Pour s’adapter à cet environnement en constante évolution, les normes doivent être souples et tournées vers l’avenir. Par ailleurs, si la structure de l’ISO offre un cadre reconnu à l’échelle mondiale, elle peut parfois créer des cloisonnements (ou "silos") qui compartimentent les points de vue divers des experts internationaux sur ces enjeux cruciaux. Cette compartimentation peut limiter la flexibilité nécessaire pour répondre aux technologies émergentes et aux pratiques en mutation, ce qui appelle à des efforts constants pour dépasser ces silos.
L’implication des parties prenantes est un élément clé pour relever ces défis. Une normalisation internationale efficace dépend de la participation active d’un groupe diversifié d’acteurs. Les gestionnaires de documents, archivistes, spécialistes informatiques, fournisseurs, juristes, décideurs politiques, et même les utilisateurs finaux doivent collaborer pour créer des normes inclusives, reflétant des besoins et réalités variés. Des consultations régulières, des ateliers et des initiatives de recherche conjointes peuvent garantir que les normes élaborées restent pratiques, pertinentes et flexibles. De plus, cette implication favorise la confiance et la compréhension mutuelle, menant à une approche plus collaborative et résiliente face aux bouleversements technologiques et aux évolutions réglementaires.

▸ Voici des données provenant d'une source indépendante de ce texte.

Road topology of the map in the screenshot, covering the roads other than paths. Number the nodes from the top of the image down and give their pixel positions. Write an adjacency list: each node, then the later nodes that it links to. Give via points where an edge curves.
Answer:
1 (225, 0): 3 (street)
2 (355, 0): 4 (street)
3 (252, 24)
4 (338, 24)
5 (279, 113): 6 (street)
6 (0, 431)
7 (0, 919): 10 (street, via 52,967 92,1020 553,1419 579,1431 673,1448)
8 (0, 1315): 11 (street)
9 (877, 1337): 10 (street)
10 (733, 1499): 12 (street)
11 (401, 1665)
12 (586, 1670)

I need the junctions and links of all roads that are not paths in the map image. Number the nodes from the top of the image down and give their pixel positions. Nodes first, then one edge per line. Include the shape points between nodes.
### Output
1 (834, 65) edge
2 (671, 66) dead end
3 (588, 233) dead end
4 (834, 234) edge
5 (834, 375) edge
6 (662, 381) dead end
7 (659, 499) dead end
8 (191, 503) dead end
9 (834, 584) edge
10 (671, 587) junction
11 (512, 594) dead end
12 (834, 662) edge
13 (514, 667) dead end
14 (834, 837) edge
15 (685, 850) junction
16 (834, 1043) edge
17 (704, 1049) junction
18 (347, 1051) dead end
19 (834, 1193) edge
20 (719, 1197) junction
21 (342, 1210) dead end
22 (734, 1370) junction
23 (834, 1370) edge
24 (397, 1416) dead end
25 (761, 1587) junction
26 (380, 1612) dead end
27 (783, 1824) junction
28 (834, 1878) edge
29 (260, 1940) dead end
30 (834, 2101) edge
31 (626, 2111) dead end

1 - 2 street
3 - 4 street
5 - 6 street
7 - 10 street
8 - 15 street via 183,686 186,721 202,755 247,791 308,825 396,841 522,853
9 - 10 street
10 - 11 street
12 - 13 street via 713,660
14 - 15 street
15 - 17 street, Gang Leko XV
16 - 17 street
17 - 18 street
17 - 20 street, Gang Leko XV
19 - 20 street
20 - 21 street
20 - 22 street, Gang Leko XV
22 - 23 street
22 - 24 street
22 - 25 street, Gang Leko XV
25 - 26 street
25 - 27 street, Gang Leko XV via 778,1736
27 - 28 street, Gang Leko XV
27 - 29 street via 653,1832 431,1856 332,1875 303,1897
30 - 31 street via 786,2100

En résumé, la normalisation internationale dans le domaine de la gestion documentaire — enrichie par une perspective archivistique et un engagement solide des parties prenantes — promet une meilleure interopérabilité, une plus grande efficacité, et une préservation à long terme. Réaliser ce potentiel exige une approche collaborative et agile, capable de naviguer entre les défis posés par l’évolution rapide des technologies et la diversité des contextes juridiques et culturels.
Andy Potter
Communication Officer TC46/SC11
Consulting Information Professional, Expert in Digital Records Management at MetaArchivist Consulting, (United States of America)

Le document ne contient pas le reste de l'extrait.